A Not-so-Irrelevant UN

In the month since his Iraq victory, President Bush has decided to be magnanimous toward a United Nations he once warned of being irrelevant if it didn't approve the war.

The victory, of course, didn't bring spoils as much as toils for the United States and Britain in their occupation of a chaotic, post-Hussein Iraq. So this week, the two powers asked the Security Council to vote on a resolution that essentially would approve the occupation's legitimacy while offering the UN a very limited role in running Iraq.

The diplomatic trade-offs in the resolution, worked out by Secretary of State Colin Powell, attempt to patch up relations between the US and its main prewar opponents: France, Russia, and Germany.
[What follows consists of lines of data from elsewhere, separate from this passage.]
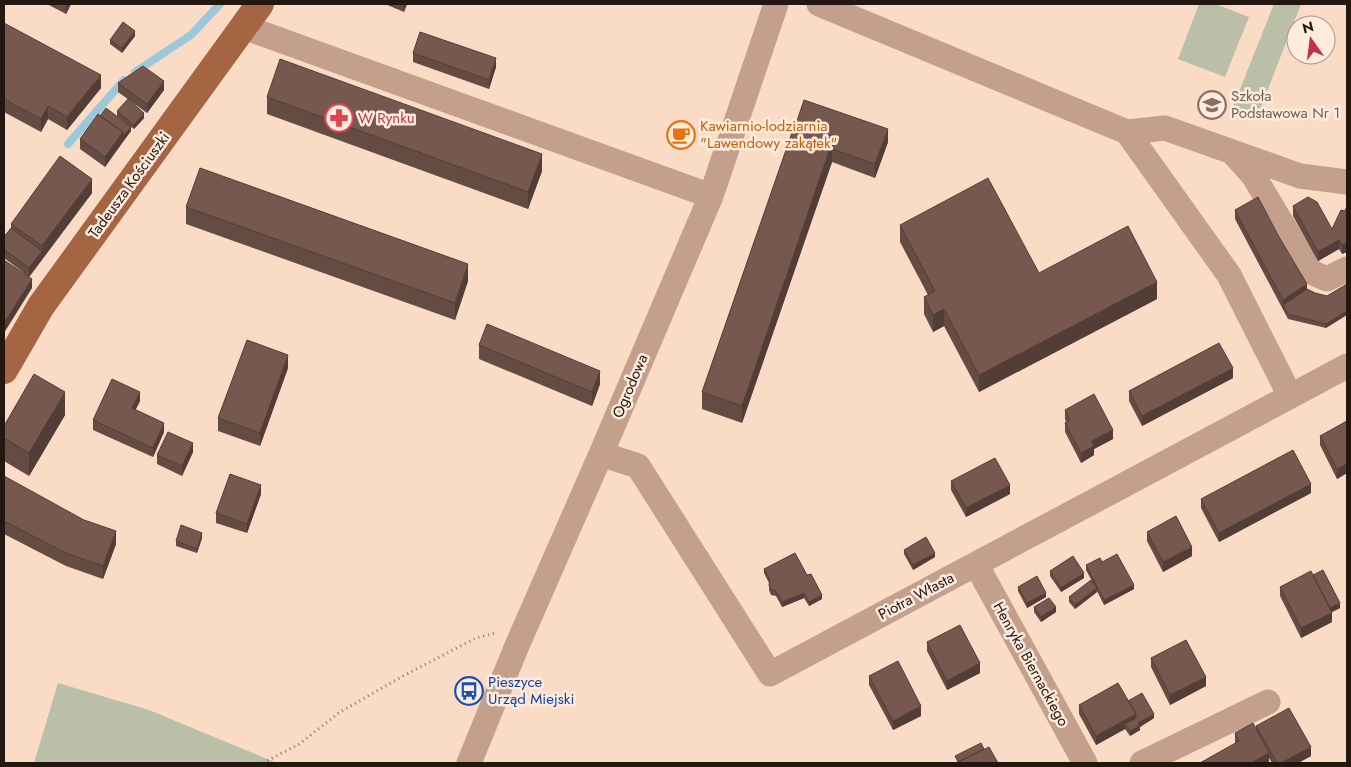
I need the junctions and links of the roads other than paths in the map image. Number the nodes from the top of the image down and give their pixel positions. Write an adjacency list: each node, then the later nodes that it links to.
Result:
1 (260, 4): 4 (main road, Tadeusza Kościuszki)
2 (776, 4): 8 (street, Ogrodowa)
3 (819, 4): 5 (street)
4 (244, 27): 8 (street); 11 (main road, Tadeusza Kościuszki)
5 (1127, 132): 6 (street); 12 (street)
6 (1234, 154): 7 (street); 9 (street)
7 (1347, 182)
8 (711, 196): 13 (street, Ogrodowa)
9 (1347, 269)
10 (1347, 366): 12 (street, Piotra Własta)
11 (4, 370)
12 (1290, 396): 14 (street, Piotra Własta)
13 (601, 454): 14 (street, Piotra Własta); 16 (street, Ogrodowa)
14 (976, 564): 17 (street, Henryka Biernackiego)
15 (1268, 702): 18 (street)
16 (469, 763)
17 (1085, 763)
18 (1142, 763)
Such big-power ties help form the source of the UN's legitimacy. And with all sides making compromises to pass a postwar resolution, the balance of power between Washington and the UN can at least be partially restored. The US can be less isolated and unilateral, while the UN will once again try to be a global player in resolving conflicts.
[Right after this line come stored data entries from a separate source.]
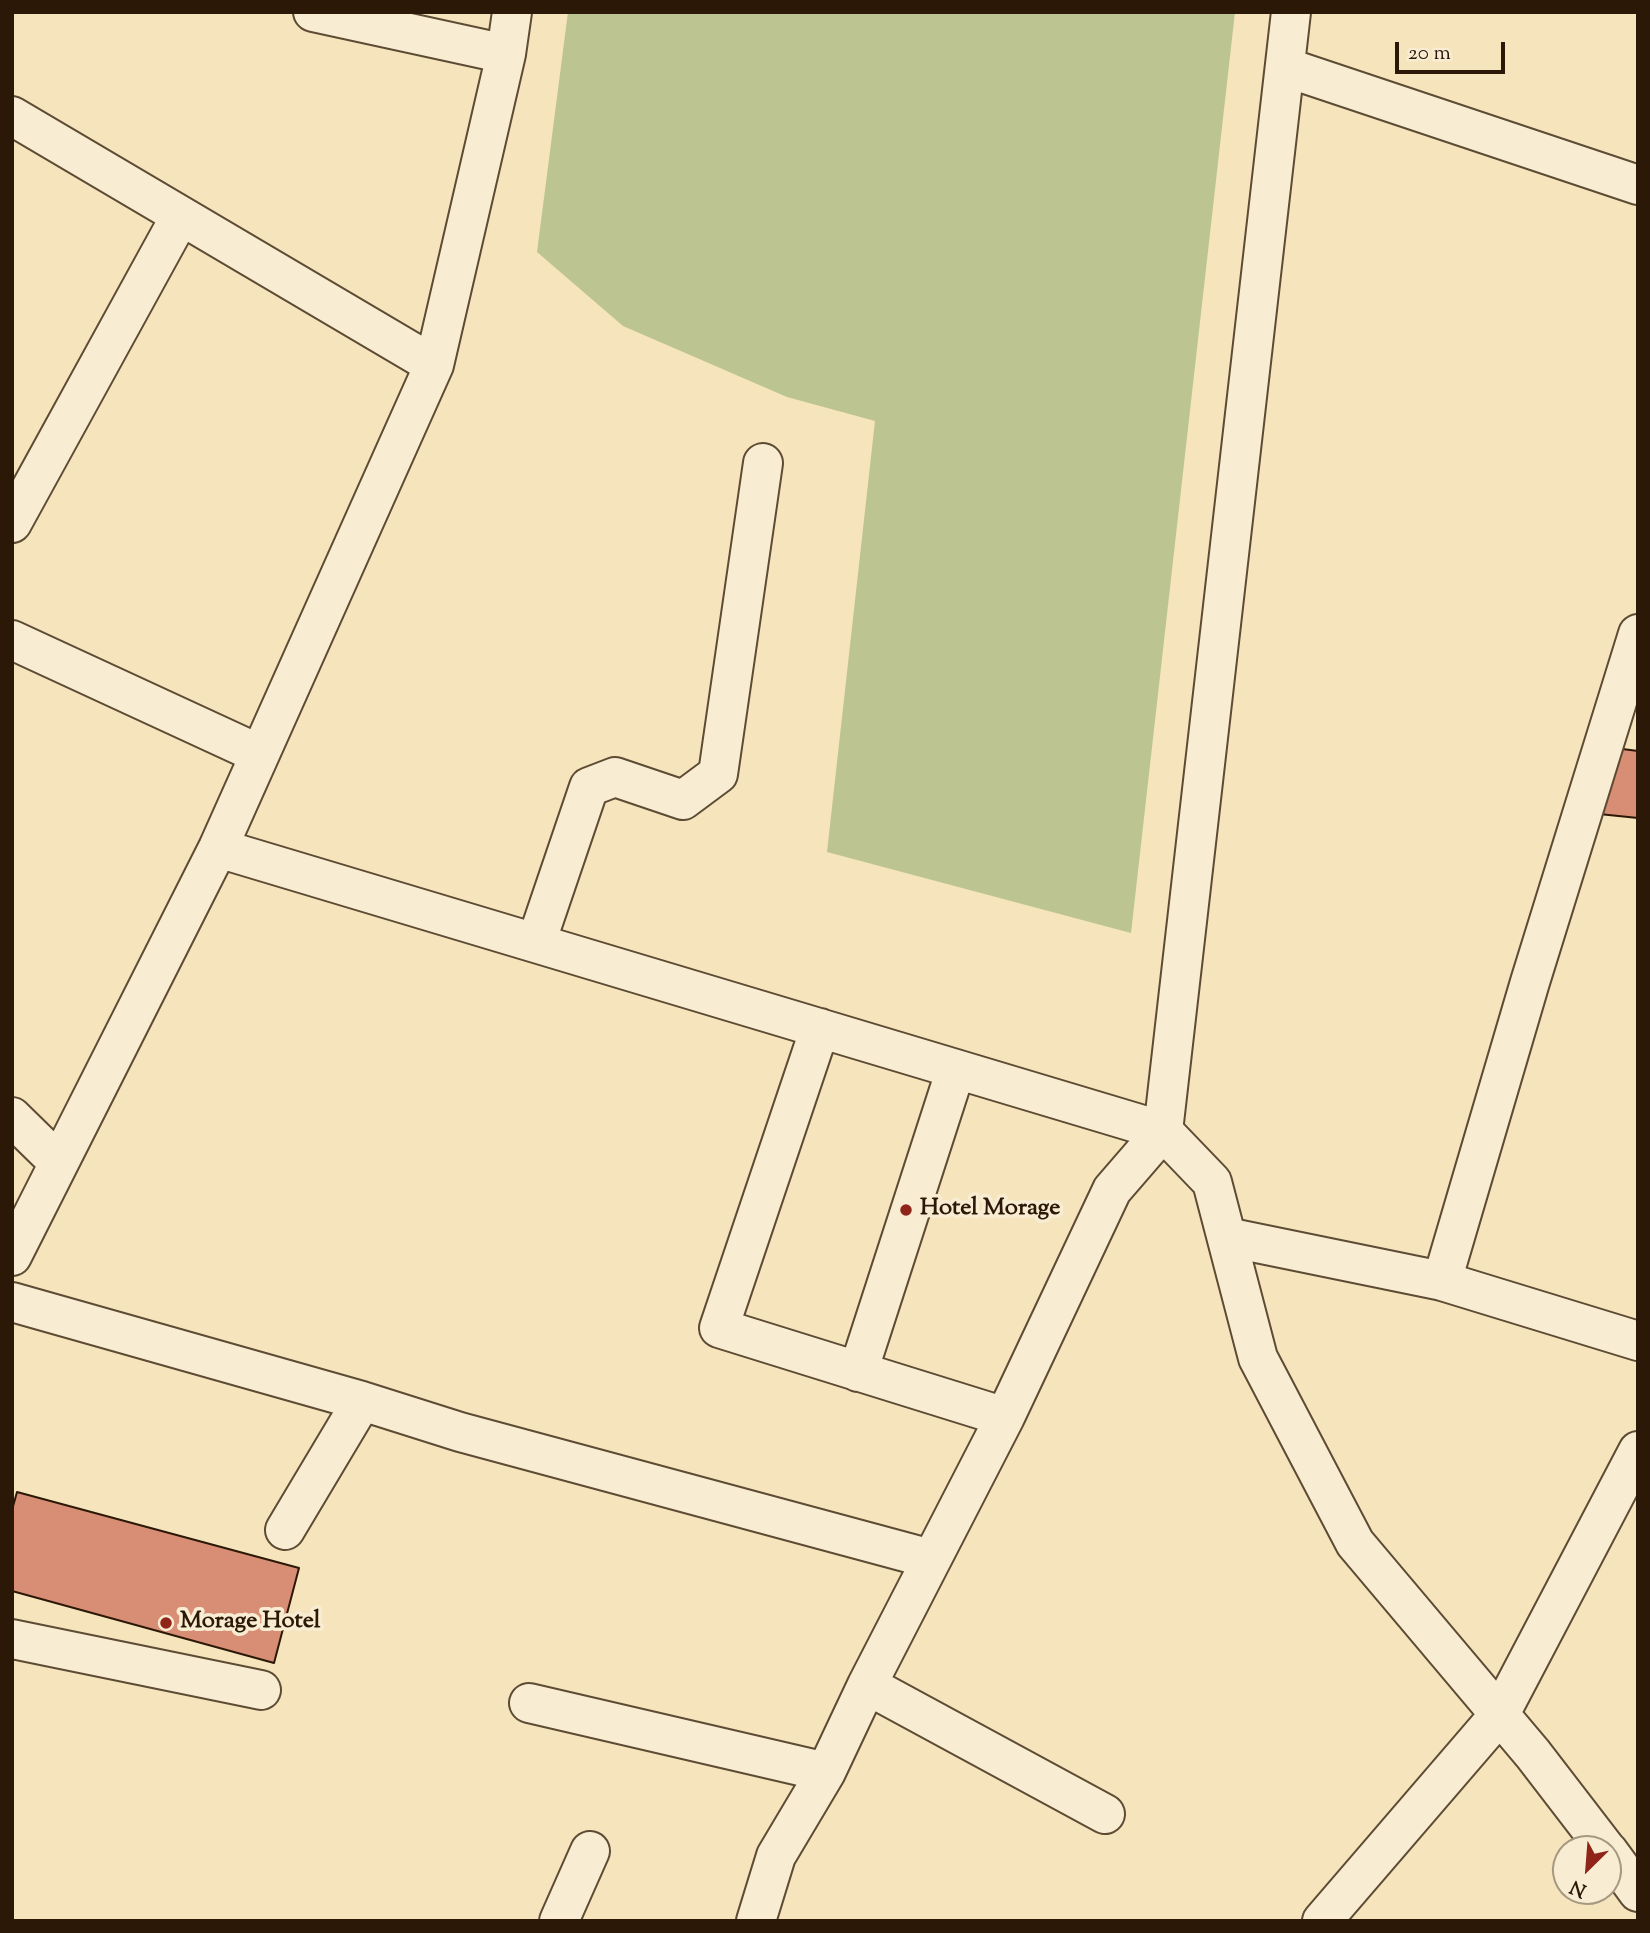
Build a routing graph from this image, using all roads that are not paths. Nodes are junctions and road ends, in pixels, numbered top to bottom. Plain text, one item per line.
1 (313, 12) edge
2 (512, 12) edge
3 (1291, 12) edge
4 (506, 54) junction
5 (1285, 67) junction
6 (12, 116) edge
7 (1638, 185) edge
8 (180, 217) junction
9 (434, 365) junction
10 (763, 463) dead end
11 (12, 523) edge
12 (1638, 634) edge
13 (12, 640) edge
14 (259, 754) junction
15 (218, 848) junction
16 (536, 943) junction
17 (820, 1028) junction
18 (956, 1069) junction
19 (12, 1117) edge
20 (1163, 1131) junction
21 (59, 1163) junction
22 (1227, 1237) junction
23 (12, 1256) edge
24 (1442, 1282) junction
25 (12, 1303) edge
26 (1638, 1341) edge
27 (858, 1371) junction
28 (362, 1401) junction
29 (1005, 1417) junction
30 (1638, 1451) edge
31 (285, 1530) dead end
32 (931, 1559) junction
33 (12, 1639) edge
34 (867, 1685) junction
35 (261, 1690) dead end
36 (529, 1703) dead end
37 (1500, 1714) junction
38 (827, 1772) junction
39 (1105, 1814) dead end
40 (1595, 1835) edge
41 (590, 1851) dead end
42 (1622, 1870) edge
43 (1638, 1892) edge
44 (559, 1921) edge
45 (756, 1921) edge
46 (1322, 1921) edge

1 - 4 street
2 - 4 street
3 - 5 street
4 - 9 street
5 - 7 street
5 - 20 street
6 - 8 street
8 - 9 street
8 - 11 street
9 - 14 street
10 - 16 street
12 - 24 street
13 - 14 street
14 - 15 street
15 - 16 street
15 - 21 street
16 - 17 street
17 - 18 street
17 - 27 street
18 - 20 street
18 - 27 street
19 - 21 street
20 - 22 street
20 - 29 street
21 - 23 street
22 - 24 street
22 - 37 street
24 - 26 street
25 - 28 street
27 - 29 street
28 - 31 street
28 - 32 street
29 - 32 street
30 - 37 street
32 - 34 street
33 - 35 street
34 - 38 street
34 - 39 street
36 - 38 street
37 - 40 street
37 - 46 street
38 - 45 street
41 - 44 street
42 - 43 street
The US needed the Security Council to drop the international sanctions against Iraq and to phase out the UN oil-for-food program. Even though those measures are now useless, they remain legally binding and provide some leverage for France and Russia in negotiating the resolution.

What those nations gained was a role for a UN "special representative" to facilitate "a process leading to an internationally recognized, representative government." While that still leaves the US firmly in control, the UN would at least be at the table in shaping postwar Iraq.

The coalition is offering a similarly vague solution to channel Iraq's oil money into a "development fund" held by Iraq's central bank but audited by an international panel. This takes a step toward allowing repayment to Russia of billions of dollars it loaned or invested in Iraq.

Still unresolved is whether UN weapons inspectors will be allowed back into Iraq. If the US fails to find biological or chemical weapons there, that issue of inspectors may be moot. If the US claims to find them, UN inspectors can verify that claim.

By now returning to the UN, Bush has helped revive an institution he may well need in the future as the war on terrorism progresses.